Many people planned to shelter in the sturdy recreation centers, and some of our church family planned to use the basement of the parsonage house as their place of safety. Everyone in our community formed a plan before we heard the first rumbles of thunder.
Thankfully, our area did not have the severity of damage that nearby communities experienced, and our safe rooms can be saved for another day.
We all yearn for a place of safety, for shelter from physical storms and metaphorical ones.
The news has recently shown clips of Israeli families emerging from their safe rooms to homes damaged by Iranian missiles. It isn’t the first time the Israelites needed a place of safety.

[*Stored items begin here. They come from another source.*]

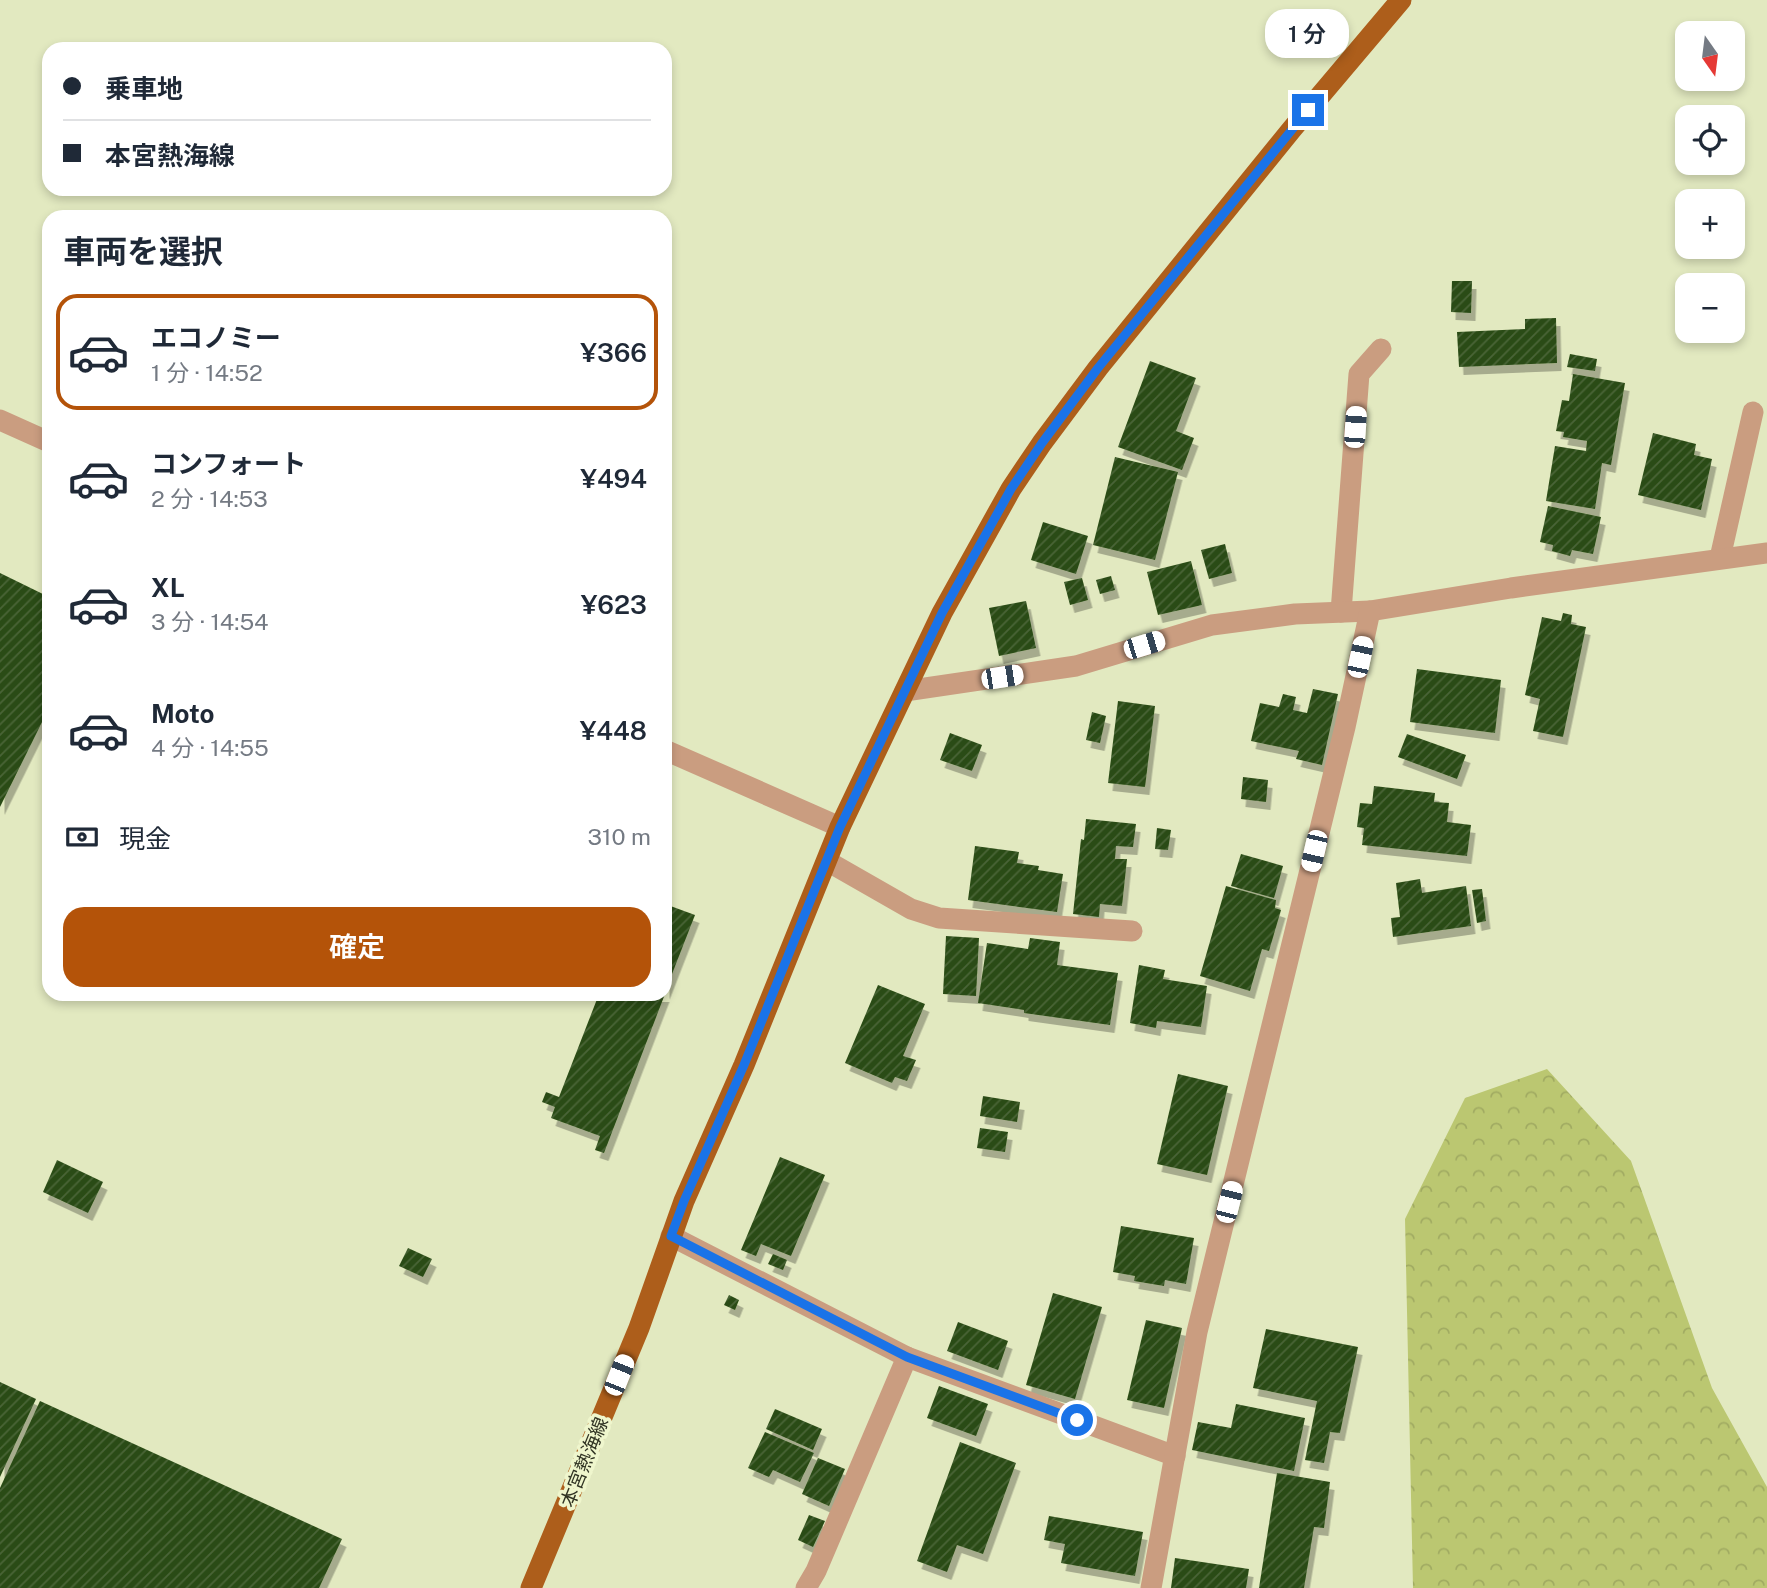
<!DOCTYPE html>
<html lang="ja">
<meta charset="utf-8">
<style>
body{margin:0;font-family:"Public Sans","Noto Sans JP",sans-serif;background:#f6f6f7;color:#1f2937;height:100vh;display:flex;flex-direction:column;font-size:26px;white-space:nowrap}
*{box-sizing:border-box;margin:0}
p{font-size:23px;color:#747a83}
.icon{flex:none;width:38px;height:38px;fill:none;stroke:currentColor;stroke-width:2;stroke-linecap:round;stroke-linejoin:round}
.map{position:relative;flex:1;overflow:hidden}
.drawer{position:absolute;left:42px;top:210px;width:630px;height:791px;display:flex;flex-direction:column;background:#fff;border-radius:21px;box-shadow:0 4px 10px #0003}
.drawer>*{flex:none}
.top-card{position:absolute;left:42px;top:42px;width:630px;height:154px;border-radius:21px;box-shadow:0 4px 10px #0003;display:grid;align-content:center;height:154px;padding:0 21px;background:#fff}
.needle{width:46px;rotate:166deg}
.buttons{position:absolute;left:1675px;top:21px;display:grid;gap:14px}
.buttons a{display:grid;place-items:center;width:70px;height:70px;border-radius:14px;background:#fff;box-shadow:0 4px 10px #0003;font-size:35px}
.end{position:absolute;width:32px;height:32px;margin:-16px;border:9px solid #1a73e8;background:#fff;box-shadow:0 0 0 4px #fff}
.from{border-radius:50%}
.bubble{position:absolute;height:49px;border-radius:21px;background:#fff;box-shadow:0 4px 10px #0003;font-size:23px;font-weight:600;line-height:49px;text-align:center}
.car{position:absolute;width:21px;height:42px;margin:-21px -10px;border-radius:9px;box-shadow:0 0 5px 2px #0007;background:linear-gradient(#fff 24%,#345 0 40%,#fff 0 76%,#345 0 86%,#fff 0)}
.top-card b{display:flex;align-items:center;gap:24px;height:66px;font-size:26px}
.top-card b+b{border-top:2px solid #e0e1e3}
.top-card i{width:18px;height:18px;background:#1f2937}
ul{padding:0;list-style:none}
li{display:flex;align-items:center;gap:21px;height:116px;margin:0 14px 10px;padding:0 7px;border:4px solid transparent;border-radius:21px}
li div{flex:1}
li b{display:block;font-size:26px}
li em{font-style:normal;font-weight:600}
li.selected{border-color:#b45309}
li>.icon{width:63px;height:63px;stroke-width:1.5}
h2{padding:0 21px;font-size:32px;line-height:84px}
.pay{display:flex;align-items:center;gap:18px;height:77px;padding:0 21px;font-size:26px}
.pay p{margin-inline-start:auto}
.button{display:flex;gap:14px;margin-top:auto;padding:14px 21px}
.button a{flex:1;height:80px;border-radius:21px;background:#b45309;color:#fff;font-size:28px;font-weight:600;line-height:80px;text-align:center}
.map>svg:first-child{display:block}
.forest{fill:url(#forest-crowns)}
.building{fill:url(#building-hatch);filter:url(#shadow)}
.lines{fill:none;stroke-linecap:round;stroke-linejoin:round}
.minor{stroke:#ca9d80;stroke-width:21}
.major{stroke:#ad5e1b;stroke-width:21}
.route{stroke:#1a73e8;stroke-width:9}
.labels{text-anchor:middle;stroke-width:7;stroke-linejoin:round;paint-order:stroke}
.street-label{font-size:19px;fill:#303323;stroke:#eff6cd}
</style>
<div class="map">
<svg width="1767" height="1588" viewBox="0 0 1767 1588">
<defs>
<pattern id="forest-crowns" width="20" height="18" patternUnits="userSpaceOnUse" patternTransform="scale(1.75)"><rect width="20" height="18" fill="#bbc771"/><path d="M2 6a3 3 0 1 1 6 0M12 15a3 3 0 1 1 6 0" fill="none" stroke="#a1ab62"/></pattern>
<pattern id="building-hatch" width="6" height="6" patternUnits="userSpaceOnUse" patternTransform="scale(1.75)"><rect width="6" height="6" fill="#2b4c16"/><path d="M-1 1l2-2M0 6l6-6M5 7l2-2" fill="none" stroke="#496437"/></pattern>
<filter id="shadow"><feDropShadow dx="4.5" dy="8" stdDeviation="0" flood-color="#0004"/></filter>
</defs>
<rect width="100%" height="100%" fill="#e2e9c0"/>
<path class="forest" d="M 1547,1069 L 1631,1161 L 1712,1388 L 1767,1487 L 1767,1588 L 1413,1588 L 1405,1219 L 1465,1098 Z"/>
<g class="building">
<path d="M 1452,281 L 1472,281 L 1471,313 L 1451,312 Z"/>
<path d="M 1556,318 L 1557,363 L 1459,367 L 1457,332 L 1525,329 L 1525,319 Z"/>
<path d="M 1570,354 L 1597,359 L 1595,371 L 1567,367 Z"/>
<path d="M 1150,361 L 1196,378 L 1176,431 L 1194,438 L 1182,470 L 1118,447 Z"/>
<path d="M 1573,374 L 1625,383 L 1611,465 L 1602,463 L 1595,509 L 1546,501 L 1555,446 L 1586,451 L 1587,441 L 1563,437 L 1564,432 L 1556,431 L 1562,400 L 1569,401 Z"/>
<path d="M 1653,433 L 1696,444 L 1694,455 L 1712,459 L 1701,510 L 1638,495 Z"/>
<path d="M 1115,457 L 1178,472 L 1155,560 L 1093,545 Z"/>
<path d="M 1548,506 L 1601,517 L 1593,554 L 1572,550 L 1570,556 L 1552,551 L 1553,545 L 1540,542 Z"/>
<path d="M 1043,522 L 1088,536 L 1076,574 L 1031,560 Z"/>
<path d="M 1225,544 L 1232,573 L 1209,579 L 1201,550 Z"/>
<path d="M 1191,561 L 1202,605 L 1158,615 L 1147,572 Z"/>
<path d="M 0,573 L 49,597 L 49,708 L 0,807 Z"/>
<path d="M 1111,576 L 1115,590 L 1100,594 L 1096,580 Z"/>
<path d="M 1082,578 L 1088,600 L 1070,605 L 1064,582 Z"/>
<path d="M 1026,601 L 1036,648 L 999,656 L 989,608 Z"/>
<path d="M 1563,613 L 1572,615 L 1571,624 L 1586,627 L 1563,737 L 1533,731 L 1540,699 L 1525,695 L 1542,617 L 1561,621 Z"/>
<path d="M 1417,669 L 1501,680 L 1495,733 L 1410,722 Z"/>
<path d="M 1313,689 L 1338,694 L 1322,765 L 1296,759 L 1299,751 L 1251,741 L 1260,703 L 1279,707 L 1283,694 L 1296,697 L 1293,710 L 1307,713 Z"/>
<path d="M 1118,701 L 1155,706 L 1145,787 L 1108,783 Z"/>
<path d="M 1092,712 L 1106,716 L 1100,743 L 1086,740 Z"/>
<path d="M 950,733 L 982,745 L 972,771 L 940,760 Z"/>
<path d="M 1407,734 L 1466,755 L 1457,779 L 1398,757 Z"/>
<path d="M 1243,777 L 1268,780 L 1266,802 L 1241,799 Z"/>
<path d="M 1374,786 L 1435,793 L 1434,802 L 1449,803 L 1447,822 L 1471,825 L 1467,856 L 1362,845 L 1364,828 L 1357,827 L 1360,803 L 1372,804 Z"/>
<path d="M 1086,819 L 1136,824 L 1133,847 L 1116,846 L 1115,859 L 1127,859 L 1122,906 L 1100,904 L 1099,917 L 1073,914 L 1081,839 L 1084,840 Z"/>
<path d="M 1157,828 L 1171,830 L 1168,850 L 1155,849 Z"/>
<path d="M 975,846 L 1019,852 L 1017,863 L 1039,866 L 1038,870 L 1063,874 L 1057,912 L 968,900 Z"/>
<path d="M 1241,854 L 1283,866 L 1274,898 L 1231,886 Z"/>
<path d="M 1420,879 L 1422,893 L 1466,886 L 1471,926 L 1393,937 L 1391,918 L 1400,917 L 1396,883 Z"/>
<path d="M 1226,886 L 1276,900 L 1275,908 L 1281,910 L 1269,951 L 1262,949 L 1250,991 L 1200,976 Z"/>
<path d="M 1482,889 L 1486,921 L 1477,923 L 1472,890 Z"/>
<path d="M 665,904 L 695,915 L 665,992 Z"/>
<path d="M 946,936 L 979,938 L 976,996 L 943,994 Z"/>
<path d="M 1030,938 L 1060,942 L 1057,965 L 1118,973 L 1110,1025 L 1024,1013 L 1024,1010 L 978,1003 L 987,943 L 1028,949 Z"/>
<path d="M 1139,965 L 1165,970 L 1163,979 L 1207,986 L 1201,1027 L 1157,1021 L 1156,1028 L 1130,1023 Z"/>
<path d="M 878,985 L 925,1004 L 903,1056 L 916,1060 L 907,1081 L 895,1077 L 892,1083 L 845,1063 Z"/>
<path d="M 599,994 L 665,994 L 604,1153 L 595,1150 L 600,1136 L 551,1118 L 555,1107 L 542,1102 L 546,1092 L 559,1097 Z"/>
<path d="M 1178,1074 L 1228,1086 L 1207,1175 L 1157,1164 Z"/>
<path d="M 983,1096 L 1020,1102 L 1017,1122 L 980,1116 Z"/>
<path d="M 980,1128 L 1008,1132 L 1005,1152 L 977,1148 Z"/>
<path d="M 780,1157 L 825,1175 L 791,1256 L 761,1244 L 756,1256 L 741,1250 Z"/>
<path d="M 57,1160 L 103,1182 L 88,1213 L 43,1192 Z"/>
<path d="M 1121,1226 L 1194,1238 L 1186,1284 L 1165,1280 L 1164,1286 L 1134,1281 L 1135,1276 L 1113,1272 Z"/>
<path d="M 408,1248 L 432,1259 L 423,1277 L 399,1266 Z"/>
<path d="M 773,1254 L 787,1260 L 783,1270 L 768,1264 Z"/>
<path d="M 1053,1293 L 1102,1307 L 1075,1399 L 1026,1385 Z"/>
<path d="M 729,1295 L 739,1300 L 735,1310 L 724,1305 Z"/>
<path d="M 1146,1320 L 1182,1328 L 1164,1408 L 1127,1400 Z"/>
<path d="M 958,1322 L 1008,1341 L 998,1370 L 947,1351 Z"/>
<path d="M 1266,1329 L 1358,1347 L 1340,1433 L 1330,1432 L 1324,1463 L 1305,1460 L 1317,1401 L 1253,1388 Z"/>
<path d="M 0,1382 L 36,1399 L 0,1477 Z"/>
<path d="M 939,1386 L 988,1404 L 976,1436 L 927,1418 Z"/>
<path d="M 40,1401 L 342,1539 L 319,1588 L 0,1588 L 0,1488 Z"/>
<path d="M 1236,1404 L 1305,1418 L 1294,1471 L 1192,1450 L 1198,1422 L 1231,1428 Z"/>
<path d="M 775,1409 L 822,1429 L 813,1450 L 766,1429 Z"/>
<path d="M 765,1432 L 814,1453 L 800,1482 L 773,1470 L 769,1477 L 748,1468 Z"/>
<path d="M 960,1442 L 1016,1463 L 983,1554 L 957,1545 L 947,1572 L 917,1561 Z"/>
<path d="M 818,1458 L 845,1469 L 829,1506 L 802,1494 Z"/>
<path d="M 1277,1473 L 1330,1482 L 1324,1528 L 1314,1527 L 1304,1588 L 1259,1588 Z"/>
<path d="M 809,1515 L 825,1521 L 813,1547 L 798,1540 Z"/>
<path d="M 1049,1516 L 1143,1532 L 1135,1576 L 1061,1563 L 1065,1544 L 1044,1540 Z"/>
<path d="M 1175,1558 L 1249,1569 L 1246,1588 L 1171,1588 Z"/>
</g>
<g class="lines">
<g class="minor">
<path d="M 0,420 L 49,442"/>
<path d="M 1720,558 L 1753,412"/>
<path d="M 1341,612 L 1359,374 L 1381,349"/>
<path d="M 905,691 L 1076,666 L 1212,625 L 1295,614 L 1370,611 L 1511,588 L 1767,553"/>
<path d="M 665,750 L 840,827"/>
<path d="M 827,861 L 911,909 L 939,918 L 1132,931"/>
<path d="M 671,1236 L 907,1357 L 1175,1456"/>
<path d="M 806,1588 L 816,1571 L 907,1357"/>
<path d="M 1151,1588 L 1197,1332 L 1345,727 L 1370,611"/>
</g>
<path class="major" d="M 531,1588 L 639,1328 L 684,1201 L 744,1065 L 840,827 L 942,613 L 1011,489 L 1042,443 L 1098,368 L 1292,129 L 1401,0"/>
</g>
<g class="lines">
<path class="route" d="M 1077,1420 L 907,1357 L 671,1236 L 684,1201 L 744,1065 L 840,827 L 942,613 L 1011,489 L 1042,443 L 1098,368 L 1308,110"/>
</g>
<g class="labels">
<g class="street-label">
<text transform="translate(584 1462) rotate(-68)" y="7">本宮熱海線</text>
</g>
</g>
</svg>
<div class="buttons">
<a><svg class="needle" viewBox="-14 -14 28 28"><path d="M0-13l5 13h-10z" fill="#e53935"/><path d="M0 13l5-13h-10z" fill="#747a83"/></svg></a>
<a><svg class="icon" aria-label="locate" viewBox="0 0 24 24"><circle cx="12" cy="12" r="6"/><path d="M12 2v4M12 18v4M2 12h4M18 12h4"/></svg></a>
<a>+</a>
<a>−</a>
</div>
<i class="end from" style="left:1077px;top:1420px"></i>
<i class="end" style="left:1308px;top:110px"></i>
<div class="bubble" style="left:1265px;top:9px;width:84px">1 分</div>
<i class="car" style="left:1355px;top:427px;rotate:4deg"></i>
<i class="car" style="left:1144px;top:645px;rotate:73deg"></i>
<i class="car" style="left:1360px;top:657px;rotate:12deg"></i>
<i class="car" style="left:1002px;top:677px;rotate:81deg"></i>
<i class="car" style="left:1314px;top:851px;rotate:193deg"></i>
<i class="car" style="left:1229px;top:1202px;rotate:14deg"></i>
<i class="car" style="left:619px;top:1375px;rotate:22deg"></i>
<div class="top-card">
<b><i class="from"></i>乗車地</b>
<b><i></i>本宮熱海線</b>
</div>
<section class="drawer">
<h2>車両を選択</h2>
<ul>
<li class="selected"><svg class="icon" aria-label="car" viewBox="0 0 24 24"><path d="M5 17H2v-5l4-1 3-4h7l3 4 3 1v5h-3M9 17h6M6 11h13"/><circle cx="7" cy="17" r="2"/><circle cx="17" cy="17" r="2"/></svg><div><b>エコノミー</b><p>1 分 · 14:52</p></div><em>¥366</em></li>
<li><svg class="icon" aria-label="car" viewBox="0 0 24 24"><path d="M5 17H2v-5l4-1 3-4h7l3 4 3 1v5h-3M9 17h6M6 11h13"/><circle cx="7" cy="17" r="2"/><circle cx="17" cy="17" r="2"/></svg><div><b>コンフォート</b><p>2 分 · 14:53</p></div><em>¥494</em></li>
<li><svg class="icon" aria-label="car" viewBox="0 0 24 24"><path d="M5 17H2v-5l4-1 3-4h7l3 4 3 1v5h-3M9 17h6M6 11h13"/><circle cx="7" cy="17" r="2"/><circle cx="17" cy="17" r="2"/></svg><div><b>XL</b><p>3 分 · 14:54</p></div><em>¥623</em></li>
<li><svg class="icon" aria-label="car" viewBox="0 0 24 24"><path d="M5 17H2v-5l4-1 3-4h7l3 4 3 1v5h-3M9 17h6M6 11h13"/><circle cx="7" cy="17" r="2"/><circle cx="17" cy="17" r="2"/></svg><div><b>Moto</b><p>4 分 · 14:55</p></div><em>¥448</em></li>
</ul>
<div class="pay"><svg class="icon" aria-label="cash" viewBox="0 0 24 24"><path d="M3 7h18v10H3z"/><circle cx="12" cy="12" r="2"/></svg>現金<p>310 m</p></div>
<div class="button"><a>確定</a></div>
</section>
</div>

After the ancient Israelites had conquered most of the Promised Land, they settled for a place of safety that harbored danger when they didn’t drive out the remnant of the Caananites. Repeatedly, in Judges 1, the writer reports, “but they did not drive them out completely.”
They thought they were safe enough.
Later, in Israel’s history, Queen Athaliah thought she was safe enough when she killed all the rivals to the throne. Little did she know that one of her grandsons had been hidden from her. The place of safety of her own making wasn’t enough when that boy was crowned king.
Jonah the prophet thought he’d shelter himself from obeying God’s command as he scheduled a cruise to Tarshish (which was in the opposite direction from Nineveh!). He discovered that the only safe place for him was to be tossed into a raging sea, swallowed by a God-appointed fish, and carried inside that fish to his God-appointed destination. Even with seaweed wrapped around his head, he was safer in God’s hand than he had been in his own.
After the fall of Jerusalem, the prophet Jeremiah went to live with Gedaliah, the governor appointed by the Babylonians. Because the Babylonians had appointed Gedaliah and he had survived the destruction of the city, he thought he was in a safe place. He didn’t listen when Jeremiah and others warned him that his life was in danger. Trusting his safe room didn’t prevent his assassination.
I read all these accounts as the siren sounded over Fort Totten.
Where is my safe room in the storms of life? Has it been of my own construction? Am I content to believe myself “safe enough” like the Israelites? Have I eliminated all threats like Athaliah? Have I insulated myself from all the dangers entailed in following Jesus, like Jonah? Like Gedaliah, do I rely on the protection of my country, my economic situation, or my past luck to save me?
There’s only One Safe Room. His name is Jesus. “I will say to the Lord, ‘My Refuge and my Fortress, my God, in whom I trust.’”
Perilous times call for a strong safe room. Have you trusted Him?